The popularity of Hit Clips continued, Artists like Madonna, Backstreet Boys, Smash Mouth, Aaron Carter and several others had licensing deals with Tiger Electronics and new music players with new designs and new colors were released that fall. A spin off called Kid Clips were also released.
More licensing deals with record labels meant more song cartridges and accessories were released. Tiger Electronics even released music chips based on the popular cartoon ”The Simpsons”.
However, the toy’s popularity started to decrease when Apple released their iPod in October of 2001, Since Hit Clips were made to be an alternative to Digital MP3 Players since they lacked portability and had a bulky design. The iPod had a 45.7 mm (1.8 in) hard drive and had a silk design. The iPod became extremely popular when they first launched. Hit Clips struggled to compete with the iPod. Tiger Electronics released new micro chips and different music players. but sales were nothing compared to the iPod’s sales.

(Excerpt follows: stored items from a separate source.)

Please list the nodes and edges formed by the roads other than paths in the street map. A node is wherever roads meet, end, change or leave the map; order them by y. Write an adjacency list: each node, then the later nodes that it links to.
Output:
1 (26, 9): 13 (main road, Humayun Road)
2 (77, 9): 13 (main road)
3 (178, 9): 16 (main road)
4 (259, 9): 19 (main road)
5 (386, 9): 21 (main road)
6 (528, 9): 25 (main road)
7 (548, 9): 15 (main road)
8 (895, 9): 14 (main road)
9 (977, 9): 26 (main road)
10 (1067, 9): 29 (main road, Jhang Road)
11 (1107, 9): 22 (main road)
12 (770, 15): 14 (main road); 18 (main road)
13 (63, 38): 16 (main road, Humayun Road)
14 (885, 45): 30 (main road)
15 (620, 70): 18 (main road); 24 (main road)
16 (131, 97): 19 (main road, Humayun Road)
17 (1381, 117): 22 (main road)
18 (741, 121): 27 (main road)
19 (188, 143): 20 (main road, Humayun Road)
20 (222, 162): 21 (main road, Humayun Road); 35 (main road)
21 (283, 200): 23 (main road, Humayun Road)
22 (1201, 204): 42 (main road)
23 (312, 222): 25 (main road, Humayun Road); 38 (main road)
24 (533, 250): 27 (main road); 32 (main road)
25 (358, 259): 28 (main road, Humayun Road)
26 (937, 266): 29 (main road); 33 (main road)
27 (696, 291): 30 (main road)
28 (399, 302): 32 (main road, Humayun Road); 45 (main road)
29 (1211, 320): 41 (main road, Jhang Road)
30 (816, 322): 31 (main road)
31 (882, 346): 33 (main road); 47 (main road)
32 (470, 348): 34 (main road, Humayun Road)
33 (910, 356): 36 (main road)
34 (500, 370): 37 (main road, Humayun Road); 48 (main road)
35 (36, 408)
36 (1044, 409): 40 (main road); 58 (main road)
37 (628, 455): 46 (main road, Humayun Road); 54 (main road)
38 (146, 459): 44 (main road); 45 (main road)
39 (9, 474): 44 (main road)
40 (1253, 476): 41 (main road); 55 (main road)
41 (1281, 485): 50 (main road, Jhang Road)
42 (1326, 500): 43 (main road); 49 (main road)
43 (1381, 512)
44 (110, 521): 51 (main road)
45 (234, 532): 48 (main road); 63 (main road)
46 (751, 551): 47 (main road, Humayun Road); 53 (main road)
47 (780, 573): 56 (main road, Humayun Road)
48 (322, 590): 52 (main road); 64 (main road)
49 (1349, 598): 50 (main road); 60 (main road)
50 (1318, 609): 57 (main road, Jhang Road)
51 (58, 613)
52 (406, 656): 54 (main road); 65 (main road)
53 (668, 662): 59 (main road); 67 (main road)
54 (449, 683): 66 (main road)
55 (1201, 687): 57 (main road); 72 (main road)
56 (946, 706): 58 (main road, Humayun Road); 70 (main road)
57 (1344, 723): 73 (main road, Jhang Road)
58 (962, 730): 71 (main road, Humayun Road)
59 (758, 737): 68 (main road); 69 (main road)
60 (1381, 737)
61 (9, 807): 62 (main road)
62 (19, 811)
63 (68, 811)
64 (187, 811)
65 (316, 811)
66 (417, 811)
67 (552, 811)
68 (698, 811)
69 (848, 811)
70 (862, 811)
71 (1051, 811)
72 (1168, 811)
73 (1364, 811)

Tiger Electronics introduced Hit Clips Discs and Disc Players in 2003. However it didn’t become as popular as the micro chips and music players. Due to the iPod’s gain of popularity at this point. Hit Clips were finally losing popularity. This suggests that the rise of MP3 tech along with other factors compounded to lead to Hit Clips demise.
Hit Clips are now very easy to find on Ebay and Amazon, however the music players and micro discs are pretty expensive, ranging from $4 to $250. Hit Clips became very iconic after they were discontinued.